Clearly. Everyone has acknowledged that there has been a regulatory oversight. It is ownership and regulations, and lot of these things have been mixed in the banking sector for sure.

Are you suggesting something that needs to change here, specifically?

We must separate ownership from regulation. Regulatory and investigative agencies have to be separate from the executive. I think it is a very classical 101 in political science.

Do we need a big new idea?

It is not about new idea or old idea. It is not about earth shatteringly innovative. It is about introspection, acknowledgement of issues, and saying that these are the challenges that we acknowledge and that exist, and hence our economic policy doctrine will be focused on addressing these challenges.

I know you are eager to know what those policy measures would be. But this is not a manifesto. I assure you that there will be clear and specific solutions which will be laid out in the manifesto.
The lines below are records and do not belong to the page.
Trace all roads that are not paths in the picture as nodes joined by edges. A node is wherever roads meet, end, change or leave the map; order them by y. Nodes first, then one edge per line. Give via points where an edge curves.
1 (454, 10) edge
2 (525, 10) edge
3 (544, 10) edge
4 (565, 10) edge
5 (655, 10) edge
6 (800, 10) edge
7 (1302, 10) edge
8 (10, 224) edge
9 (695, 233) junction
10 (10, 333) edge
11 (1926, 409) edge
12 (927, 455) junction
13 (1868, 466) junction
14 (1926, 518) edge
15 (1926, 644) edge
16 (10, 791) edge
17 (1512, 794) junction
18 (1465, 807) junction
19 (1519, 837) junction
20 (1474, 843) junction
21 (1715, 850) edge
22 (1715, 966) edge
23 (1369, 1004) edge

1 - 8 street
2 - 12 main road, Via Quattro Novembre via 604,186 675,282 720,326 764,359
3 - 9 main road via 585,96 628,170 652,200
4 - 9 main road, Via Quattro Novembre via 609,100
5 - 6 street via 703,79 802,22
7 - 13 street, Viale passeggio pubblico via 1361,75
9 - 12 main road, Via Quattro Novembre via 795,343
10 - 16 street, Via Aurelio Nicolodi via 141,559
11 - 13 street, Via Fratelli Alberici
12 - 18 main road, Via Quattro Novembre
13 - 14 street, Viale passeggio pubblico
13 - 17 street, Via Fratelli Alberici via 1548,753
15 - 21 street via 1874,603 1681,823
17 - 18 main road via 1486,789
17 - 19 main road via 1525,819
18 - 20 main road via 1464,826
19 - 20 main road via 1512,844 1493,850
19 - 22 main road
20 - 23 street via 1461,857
There were a series of speeches on the economic resolution. The second speaker who spoke was a senior member from the Congress Party from Kerala who was a former minister. He stood up and said that should we indulge in the self-criticism of the 1991 reforms. That is the Congress party.

There are all sorts of ideas and people coming from all different schools and ideologies. He said that publicly which is not a secret, and he was allowed to express his views. Finally, we said that we will not indulge in self criticism further. But that’s a point of view.